Abstract

Ciprofloxacin hydrochloride being a fluoroquinolone antibacterial drug is very frequently preferred in the treatment of bacterial conjunctivitis by the eye specialists. Addition of loteprednol etabonate only adds up to the anti-inflammatory activity of the developed formulation. The objective of the present work was to develop ocular inserts of ciprofloxacin hydrochloride with loteprednol etabonate and further evaluate its potential as a sustained novel ocular drug delivery system. Ophthalmic solutions, suspensions are known for its poor bioavailability and poor therapeutic responses due to many pre-corneal constraints. The researchers usually get triggered with these constrains and strive to formulate controlled and sustained drug delivery system.
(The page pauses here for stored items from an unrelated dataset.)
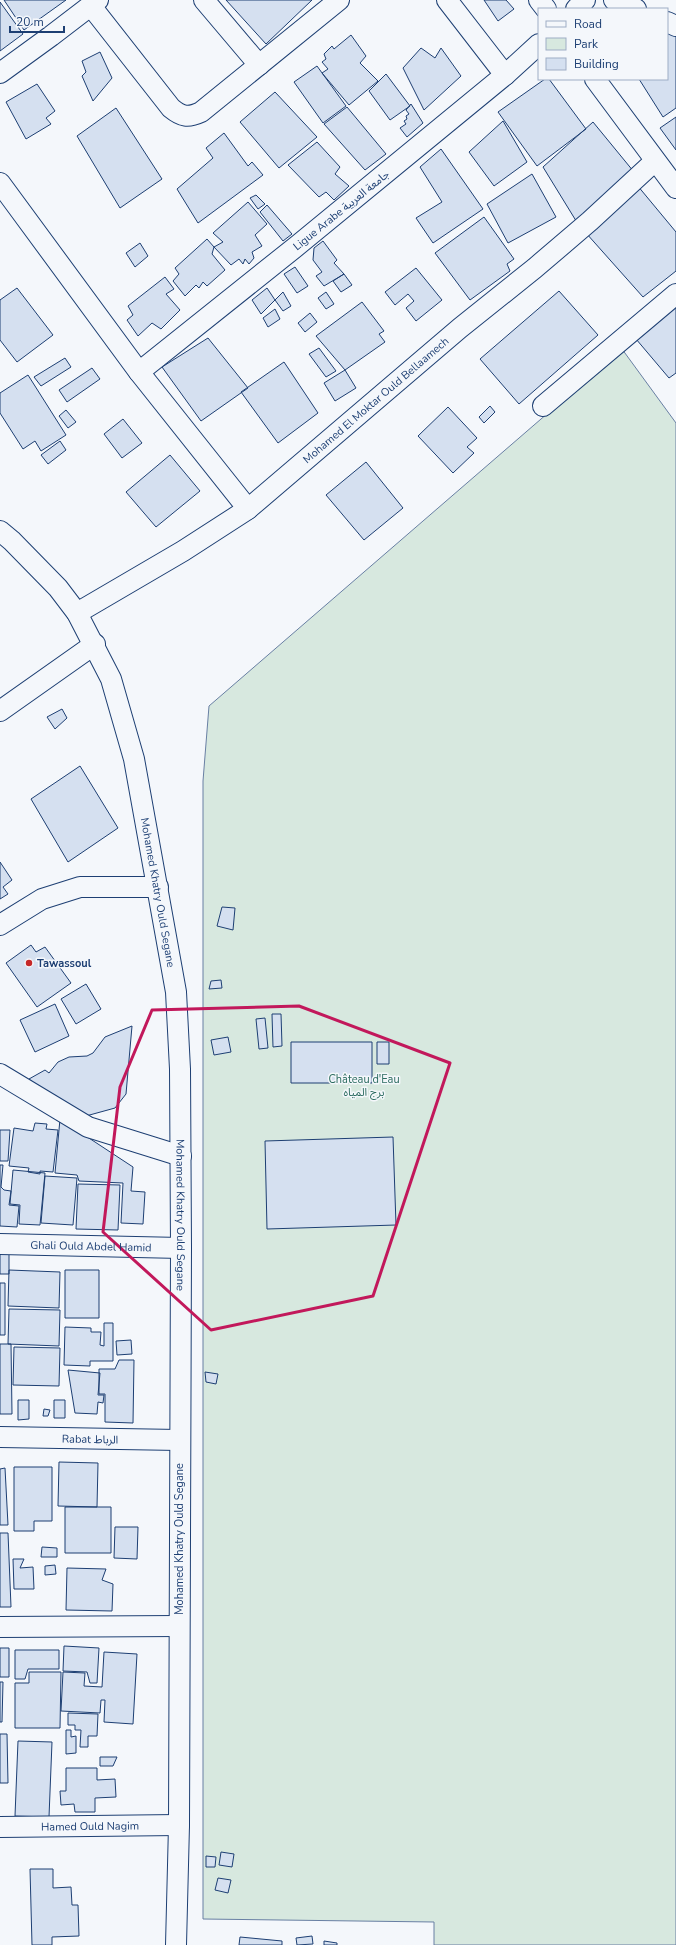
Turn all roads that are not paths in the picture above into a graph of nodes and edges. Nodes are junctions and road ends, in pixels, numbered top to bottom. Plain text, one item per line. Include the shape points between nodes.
1 (204, 0) edge
2 (339, 0) edge
3 (447, 0) edge
4 (539, 0) edge
5 (585, 0) edge
6 (614, 0) edge
7 (94, 3) edge
8 (545, 8) edge
9 (577, 8) edge
10 (634, 8) edge
11 (538, 45) edge
12 (259, 65) junction
13 (0, 73) edge
14 (505, 75) junction
15 (596, 80) edge
16 (655, 162) junction
17 (0, 184) edge
18 (676, 188) edge
19 (676, 294) edge
20 (139, 372) junction
21 (543, 406) dead end
22 (248, 509) junction
23 (0, 531) edge
24 (77, 613) junction
25 (95, 644) junction
26 (0, 712) edge
27 (158, 887) junction
28 (0, 925) edge
29 (0, 1074) edge
30 (181, 1156) junction
31 (0, 1244) edge
32 (181, 1248) junction
33 (0, 1438) edge
34 (179, 1440) junction
35 (179, 1626) junction
36 (0, 1627) edge
37 (179, 1825) junction
38 (0, 1827) edge
39 (176, 1945) edge

1 - 12 street
2 - 12 street
3 - 14 street
4 - 8 street
5 - 9 street
6 - 10 street
7 - 12 street via 171,108 181,116 192,116 201,112
7 - 13 street
11 - 14 street, Ligue Arabe جامعة العربية
14 - 20 street, Ligue Arabe جامعة العربية
15 - 16 street
16 - 18 street
16 - 22 street, Mohamed El Moktar Ould Bellaamech via 546,259 460,328
17 - 20 street
19 - 21 street
20 - 22 street
22 - 24 street, Mohamed El Moktar Ould Bellaamech via 184,552
23 - 24 street, Mohamed Khatry Ould Segane via 58,588
24 - 25 street, Mohamed Khatry Ould Segane
25 - 26 street
25 - 27 street, Mohamed Khatry Ould Segane via 111,679 134,759
27 - 28 street via 80,887 42,899
27 - 30 street, Mohamed Khatry Ould Segane via 176,992
29 - 30 street via 88,1126
30 - 32 street, Mohamed Khatry Ould Segane
31 - 32 street, Ghali Ould Abdel Hamid
32 - 34 street, Mohamed Khatry Ould Segane
33 - 34 street, Rabat الرباط
34 - 35 street, Mohamed Khatry Ould Segane
35 - 36 street
35 - 37 street, Mohamed Khatry Ould Segane
37 - 38 street, Hamed Ould Nagim
37 - 39 street, Mohamed Khatry Ould Segane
Ocular inserts based on solvent cast technique were formulated and characterized for in vitro drug release studies using a flow through apparatus that simulated the eye conditions. Compatibility of ciprofloxacin hydrochloride, loteprednol etabonate, polymer and excipients were checked as preliminary preformulation studies. Different combinations of ciprofloxacin hydrochloride, loteprednol etabonate, carbopol 974, 980, 981, polyethylene glycol 400 and glycerine were formulated by solvent cast method and optimized on was evaluated. Fabricated ocuserts were evaluated for its clarity, smoothness, surface pH, drug content and in vitro drug release study to find the optimized film. Formula ciprofloxacin hydrochloride with loteprednol etabonate and carbopol 980 was found to be the best formulation fulfilling the needs of all organoleptic parameters and also the in vitro release study. Based on in vitro correlation and stability studies, it was concluded that this ocular insert formulation could be a promising controlled release formulation for the researchers.